--- Raw data ---

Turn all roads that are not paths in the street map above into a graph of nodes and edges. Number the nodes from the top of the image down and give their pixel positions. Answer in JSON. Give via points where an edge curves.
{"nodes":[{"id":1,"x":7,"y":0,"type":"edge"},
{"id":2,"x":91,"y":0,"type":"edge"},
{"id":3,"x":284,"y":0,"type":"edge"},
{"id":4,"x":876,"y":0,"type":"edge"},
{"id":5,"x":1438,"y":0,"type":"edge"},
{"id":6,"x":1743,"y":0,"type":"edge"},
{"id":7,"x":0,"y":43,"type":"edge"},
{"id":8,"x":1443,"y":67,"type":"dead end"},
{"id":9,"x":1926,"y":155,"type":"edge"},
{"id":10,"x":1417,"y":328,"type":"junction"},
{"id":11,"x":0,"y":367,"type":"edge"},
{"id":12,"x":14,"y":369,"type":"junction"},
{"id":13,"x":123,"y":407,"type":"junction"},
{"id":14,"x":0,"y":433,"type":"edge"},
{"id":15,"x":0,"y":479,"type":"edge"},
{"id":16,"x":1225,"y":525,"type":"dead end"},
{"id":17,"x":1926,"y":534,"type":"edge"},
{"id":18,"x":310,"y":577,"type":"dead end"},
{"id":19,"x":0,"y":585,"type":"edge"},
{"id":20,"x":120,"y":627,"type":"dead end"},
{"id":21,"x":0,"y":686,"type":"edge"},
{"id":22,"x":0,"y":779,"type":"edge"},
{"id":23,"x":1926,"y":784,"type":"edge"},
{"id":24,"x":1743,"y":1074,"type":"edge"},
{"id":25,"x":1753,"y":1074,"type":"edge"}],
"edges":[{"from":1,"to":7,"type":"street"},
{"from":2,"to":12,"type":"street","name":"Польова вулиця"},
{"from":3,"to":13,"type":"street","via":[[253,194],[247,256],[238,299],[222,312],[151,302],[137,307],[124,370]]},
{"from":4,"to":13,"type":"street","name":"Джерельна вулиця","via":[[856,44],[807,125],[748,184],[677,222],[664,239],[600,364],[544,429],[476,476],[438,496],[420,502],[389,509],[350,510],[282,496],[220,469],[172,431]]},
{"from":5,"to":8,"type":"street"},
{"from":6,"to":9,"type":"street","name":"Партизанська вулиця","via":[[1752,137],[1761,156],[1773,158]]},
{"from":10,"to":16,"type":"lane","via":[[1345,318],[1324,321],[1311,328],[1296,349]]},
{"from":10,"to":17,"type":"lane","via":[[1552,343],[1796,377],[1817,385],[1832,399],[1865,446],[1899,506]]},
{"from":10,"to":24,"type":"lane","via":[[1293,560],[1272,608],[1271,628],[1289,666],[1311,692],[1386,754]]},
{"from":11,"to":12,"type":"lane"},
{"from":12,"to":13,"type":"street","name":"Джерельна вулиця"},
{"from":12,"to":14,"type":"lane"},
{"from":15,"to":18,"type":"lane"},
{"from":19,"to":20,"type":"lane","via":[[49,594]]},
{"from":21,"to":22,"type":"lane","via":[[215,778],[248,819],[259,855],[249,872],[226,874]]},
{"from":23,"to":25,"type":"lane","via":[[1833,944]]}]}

---

• Exercise objective: Everything in the listing above should be duplicated exactly.

• Response for this exercise:
Turn all roads that are not paths in the street map above into a graph of nodes and edges. Number the nodes from the top of the image down and give their pixel positions. Answer in JSON. Give via points where an edge curves.
{"nodes":[{"id":1,"x":7,"y":0,"type":"edge"},
{"id":2,"x":91,"y":0,"type":"edge"},
{"id":3,"x":284,"y":0,"type":"edge"},
{"id":4,"x":876,"y":0,"type":"edge"},
{"id":5,"x":1438,"y":0,"type":"edge"},
{"id":6,"x":1743,"y":0,"type":"edge"},
{"id":7,"x":0,"y":43,"type":"edge"},
{"id":8,"x":1443,"y":67,"type":"dead end"},
{"id":9,"x":1926,"y":155,"type":"edge"},
{"id":10,"x":1417,"y":328,"type":"junction"},
{"id":11,"x":0,"y":367,"type":"edge"},
{"id":12,"x":14,"y":369,"type":"junction"},
{"id":13,"x":123,"y":407,"type":"junction"},
{"id":14,"x":0,"y":433,"type":"edge"},
{"id":15,"x":0,"y":479,"type":"edge"},
{"id":16,"x":1225,"y":525,"type":"dead end"},
{"id":17,"x":1926,"y":534,"type":"edge"},
{"id":18,"x":310,"y":577,"type":"dead end"},
{"id":19,"x":0,"y":585,"type":"edge"},
{"id":20,"x":120,"y":627,"type":"dead end"},
{"id":21,"x":0,"y":686,"type":"edge"},
{"id":22,"x":0,"y":779,"type":"edge"},
{"id":23,"x":1926,"y":784,"type":"edge"},
{"id":24,"x":1743,"y":1074,"type":"edge"},
{"id":25,"x":1753,"y":1074,"type":"edge"}],
"edges":[{"from":1,"to":7,"type":"street"},
{"from":2,"to":12,"type":"street","name":"Польова вулиця"},
{"from":3,"to":13,"type":"street","via":[[253,194],[247,256],[238,299],[222,312],[151,302],[137,307],[124,370]]},
{"from":4,"to":13,"type":"street","name":"Джерельна вулиця","via":[[856,44],[807,125],[748,184],[677,222],[664,239],[600,364],[544,429],[476,476],[438,496],[420,502],[389,509],[350,510],[282,496],[220,469],[172,431]]},
{"from":5,"to":8,"type":"street"},
{"from":6,"to":9,"type":"street","name":"Партизанська вулиця","via":[[1752,137],[1761,156],[1773,158]]},
{"from":10,"to":16,"type":"lane","via":[[1345,318],[1324,321],[1311,328],[1296,349]]},
{"from":10,"to":17,"type":"lane","via":[[1552,343],[1796,377],[1817,385],[1832,399],[1865,446],[1899,506]]},
{"from":10,"to":24,"type":"lane","via":[[1293,560],[1272,608],[1271,628],[1289,666],[1311,692],[1386,754]]},
{"from":11,"to":12,"type":"lane"},
{"from":12,"to":13,"type":"street","name":"Джерельна вулиця"},
{"from":12,"to":14,"type":"lane"},
{"from":15,"to":18,"type":"lane"},
{"from":19,"to":20,"type":"lane","via":[[49,594]]},
{"from":21,"to":22,"type":"lane","via":[[215,778],[248,819],[259,855],[249,872],[226,874]]},
{"from":23,"to":25,"type":"lane","via":[[1833,944]]}]}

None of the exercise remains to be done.